Dr__Goshe: Two different types of herpes viruses can affect the eye, herpes simplex (the virus that causes cold sores and fever blisters) and varicella zoster (the virus that causes chickenpox and shingles). When herpes affects the eye, this is not generally thought of a sexually transmitted infection as the virus is so commonplace (herpes simplex type 1) that some people have estimated that approximately 75% to 90% of adults carry this virus in their system.

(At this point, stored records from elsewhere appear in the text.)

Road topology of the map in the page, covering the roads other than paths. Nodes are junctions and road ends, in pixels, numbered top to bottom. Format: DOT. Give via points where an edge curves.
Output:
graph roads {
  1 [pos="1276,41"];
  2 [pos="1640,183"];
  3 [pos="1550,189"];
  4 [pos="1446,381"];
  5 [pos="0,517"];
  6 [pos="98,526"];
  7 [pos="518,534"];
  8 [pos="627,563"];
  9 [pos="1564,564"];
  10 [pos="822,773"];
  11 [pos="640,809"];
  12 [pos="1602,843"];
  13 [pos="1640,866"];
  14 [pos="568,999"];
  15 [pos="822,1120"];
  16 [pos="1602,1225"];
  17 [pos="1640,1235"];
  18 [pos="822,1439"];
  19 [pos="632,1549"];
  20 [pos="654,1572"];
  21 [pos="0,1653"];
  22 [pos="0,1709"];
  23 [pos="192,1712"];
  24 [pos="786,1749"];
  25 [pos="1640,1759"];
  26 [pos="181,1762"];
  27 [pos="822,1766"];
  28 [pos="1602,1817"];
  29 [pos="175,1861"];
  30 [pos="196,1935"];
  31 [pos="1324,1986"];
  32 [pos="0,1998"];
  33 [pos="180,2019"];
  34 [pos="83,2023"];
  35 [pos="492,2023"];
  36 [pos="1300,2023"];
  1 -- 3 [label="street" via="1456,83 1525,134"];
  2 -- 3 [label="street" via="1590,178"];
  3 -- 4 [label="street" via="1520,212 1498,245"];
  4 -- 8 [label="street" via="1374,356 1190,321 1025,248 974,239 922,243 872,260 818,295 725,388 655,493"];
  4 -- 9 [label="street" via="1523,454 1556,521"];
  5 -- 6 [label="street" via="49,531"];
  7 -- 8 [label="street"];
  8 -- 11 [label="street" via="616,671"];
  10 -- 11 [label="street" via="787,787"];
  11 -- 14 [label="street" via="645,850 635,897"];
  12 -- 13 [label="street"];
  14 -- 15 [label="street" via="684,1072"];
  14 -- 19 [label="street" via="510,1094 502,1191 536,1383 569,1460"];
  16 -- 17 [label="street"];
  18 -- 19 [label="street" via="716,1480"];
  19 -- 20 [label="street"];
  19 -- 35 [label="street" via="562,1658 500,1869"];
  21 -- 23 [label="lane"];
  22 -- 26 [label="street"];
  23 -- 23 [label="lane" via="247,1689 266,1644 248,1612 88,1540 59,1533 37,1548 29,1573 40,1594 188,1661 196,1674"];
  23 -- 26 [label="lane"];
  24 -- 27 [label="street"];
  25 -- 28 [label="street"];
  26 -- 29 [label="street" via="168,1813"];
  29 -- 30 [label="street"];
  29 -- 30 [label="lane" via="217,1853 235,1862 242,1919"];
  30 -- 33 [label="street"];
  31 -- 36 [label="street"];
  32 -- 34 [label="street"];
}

It is likely passed the same way that cold sores are passed, namely contact with infected secretions (saliva, tears, etc.) Infected genital secretions can also carry this virus (typically caused by HSV type 2), but this is a less common cause of eye manifestations. Herpes infections of the eye are often re-activation infections, meaning that the original exposure may have happened years or even decades before the symptoms manifest. These infections, like cold sores, have a way of appearing, often during times of stress, and then disappearing for long periods of time before re-activating. There is no cure to these viruses, so that we are always vulnerable to re-infection once we carry them.

FloatersTTMeehan: I have an image in my eyes, something like the outline of a fish (really), which has always been there. What could this be?

Dr__Goshe: That sounds more like a vitreous floater (you can Google "posterior vitreous detachment", the most common cause of floaters). If this is a new symptom in the past month you should have a dilated eye examination in the near future to assess if there is anything that needs to be done.


Cleveland_Clinic_Host: I'm sorry to say that our time with Cleveland Clinic cornea eye specialist Jeffrey Goshe, MD is now over. Thank you Dr. Goshe for taking the time to answer our questions today about corneal and external eye diseases.

Dr__Goshe: Thank you for all of your questions.